Exercise details >>
Go through the entries below and write each one out exactly.

Records provided >>
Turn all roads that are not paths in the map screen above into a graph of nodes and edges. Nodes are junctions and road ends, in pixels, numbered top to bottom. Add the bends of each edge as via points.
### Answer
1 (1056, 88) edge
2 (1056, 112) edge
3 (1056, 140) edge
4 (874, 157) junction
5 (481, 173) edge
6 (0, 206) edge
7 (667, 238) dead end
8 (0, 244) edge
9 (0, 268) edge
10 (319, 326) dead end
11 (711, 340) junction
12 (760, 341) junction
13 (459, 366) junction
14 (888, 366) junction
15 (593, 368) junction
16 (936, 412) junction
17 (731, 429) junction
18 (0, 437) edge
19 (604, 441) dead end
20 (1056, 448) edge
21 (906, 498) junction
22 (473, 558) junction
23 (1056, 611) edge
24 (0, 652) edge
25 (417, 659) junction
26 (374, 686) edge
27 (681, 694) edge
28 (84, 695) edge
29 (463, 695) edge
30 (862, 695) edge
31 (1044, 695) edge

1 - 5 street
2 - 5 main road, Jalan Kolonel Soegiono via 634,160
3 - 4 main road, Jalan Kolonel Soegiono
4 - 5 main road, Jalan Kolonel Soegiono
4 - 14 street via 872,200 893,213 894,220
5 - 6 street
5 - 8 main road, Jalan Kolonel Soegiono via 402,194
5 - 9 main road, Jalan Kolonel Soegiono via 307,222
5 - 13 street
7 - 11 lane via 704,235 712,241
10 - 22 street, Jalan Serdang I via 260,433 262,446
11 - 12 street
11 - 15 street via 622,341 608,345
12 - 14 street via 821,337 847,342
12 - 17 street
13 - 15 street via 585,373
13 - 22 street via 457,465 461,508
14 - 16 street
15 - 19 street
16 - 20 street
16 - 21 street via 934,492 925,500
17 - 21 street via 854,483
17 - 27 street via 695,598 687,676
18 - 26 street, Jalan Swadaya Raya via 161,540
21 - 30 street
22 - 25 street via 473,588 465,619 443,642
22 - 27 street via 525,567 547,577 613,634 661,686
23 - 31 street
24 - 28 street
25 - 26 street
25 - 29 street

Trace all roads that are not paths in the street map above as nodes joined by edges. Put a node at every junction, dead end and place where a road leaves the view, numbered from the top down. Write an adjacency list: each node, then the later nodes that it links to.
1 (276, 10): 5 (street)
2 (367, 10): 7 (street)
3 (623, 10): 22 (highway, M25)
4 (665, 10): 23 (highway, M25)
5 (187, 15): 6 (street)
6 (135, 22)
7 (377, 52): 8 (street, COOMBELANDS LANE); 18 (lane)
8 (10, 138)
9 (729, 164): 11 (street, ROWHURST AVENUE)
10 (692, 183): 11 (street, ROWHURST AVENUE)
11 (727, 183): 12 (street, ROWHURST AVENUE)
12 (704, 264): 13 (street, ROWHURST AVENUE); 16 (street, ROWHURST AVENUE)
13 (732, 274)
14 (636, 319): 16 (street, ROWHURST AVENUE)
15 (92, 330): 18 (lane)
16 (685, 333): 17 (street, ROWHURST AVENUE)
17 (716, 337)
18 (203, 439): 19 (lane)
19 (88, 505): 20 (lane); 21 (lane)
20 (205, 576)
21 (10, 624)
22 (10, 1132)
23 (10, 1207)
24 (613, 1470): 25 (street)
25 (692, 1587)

Task response >>
Turn all roads that are not paths in the map screen above into a graph of nodes and edges. Nodes are junctions and road ends, in pixels, numbered top to bottom. Add the bends of each edge as via points.
### Answer
1 (1056, 88) edge
2 (1056, 112) edge
3 (1056, 140) edge
4 (874, 157) junction
5 (481, 173) edge
6 (0, 206) edge
7 (667, 238) dead end
8 (0, 244) edge
9 (0, 268) edge
10 (319, 326) dead end
11 (711, 340) junction
12 (760, 341) junction
13 (459, 366) junction
14 (888, 366) junction
15 (593, 368) junction
16 (936, 412) junction
17 (731, 429) junction
18 (0, 437) edge
19 (604, 441) dead end
20 (1056, 448) edge
21 (906, 498) junction
22 (473, 558) junction
23 (1056, 611) edge
24 (0, 652) edge
25 (417, 659) junction
26 (374, 686) edge
27 (681, 694) edge
28 (84, 695) edge
29 (463, 695) edge
30 (862, 695) edge
31 (1044, 695) edge

1 - 5 street
2 - 5 main road, Jalan Kolonel Soegiono via 634,160
3 - 4 main road, Jalan Kolonel Soegiono
4 - 5 main road, Jalan Kolonel Soegiono
4 - 14 street via 872,200 893,213 894,220
5 - 6 street
5 - 8 main road, Jalan Kolonel Soegiono via 402,194
5 - 9 main road, Jalan Kolonel Soegiono via 307,222
5 - 13 street
7 - 11 lane via 704,235 712,241
10 - 22 street, Jalan Serdang I via 260,433 262,446
11 - 12 street
11 - 15 street via 622,341 608,345
12 - 14 street via 821,337 847,342
12 - 17 street
13 - 15 street via 585,373
13 - 22 street via 457,465 461,508
14 - 16 street
15 - 19 street
16 - 20 street
16 - 21 street via 934,492 925,500
17 - 21 street via 854,483
17 - 27 street via 695,598 687,676
18 - 26 street, Jalan Swadaya Raya via 161,540
21 - 30 street
22 - 25 street via 473,588 465,619 443,642
22 - 27 street via 525,567 547,577 613,634 661,686
23 - 31 street
24 - 28 street
25 - 26 street
25 - 29 street

Trace all roads that are not paths in the street map above as nodes joined by edges. Put a node at every junction, dead end and place where a road leaves the view, numbered from the top down. Write an adjacency list: each node, then the later nodes that it links to.
1 (276, 10): 5 (street)
2 (367, 10): 7 (street)
3 (623, 10): 22 (highway, M25)
4 (665, 10): 23 (highway, M25)
5 (187, 15): 6 (street)
6 (135, 22)
7 (377, 52): 8 (street, COOMBELANDS LANE); 18 (lane)
8 (10, 138)
9 (729, 164): 11 (street, ROWHURST AVENUE)
10 (692, 183): 11 (street, ROWHURST AVENUE)
11 (727, 183): 12 (street, ROWHURST AVENUE)
12 (704, 264): 13 (street, ROWHURST AVENUE); 16 (street, ROWHURST AVENUE)
13 (732, 274)
14 (636, 319): 16 (street, ROWHURST AVENUE)
15 (92, 330): 18 (lane)
16 (685, 333): 17 (street, ROWHURST AVENUE)
17 (716, 337)
18 (203, 439): 19 (lane)
19 (88, 505): 20 (lane); 21 (lane)
20 (205, 576)
21 (10, 624)
22 (10, 1132)
23 (10, 1207)
24 (613, 1470): 25 (street)
25 (692, 1587)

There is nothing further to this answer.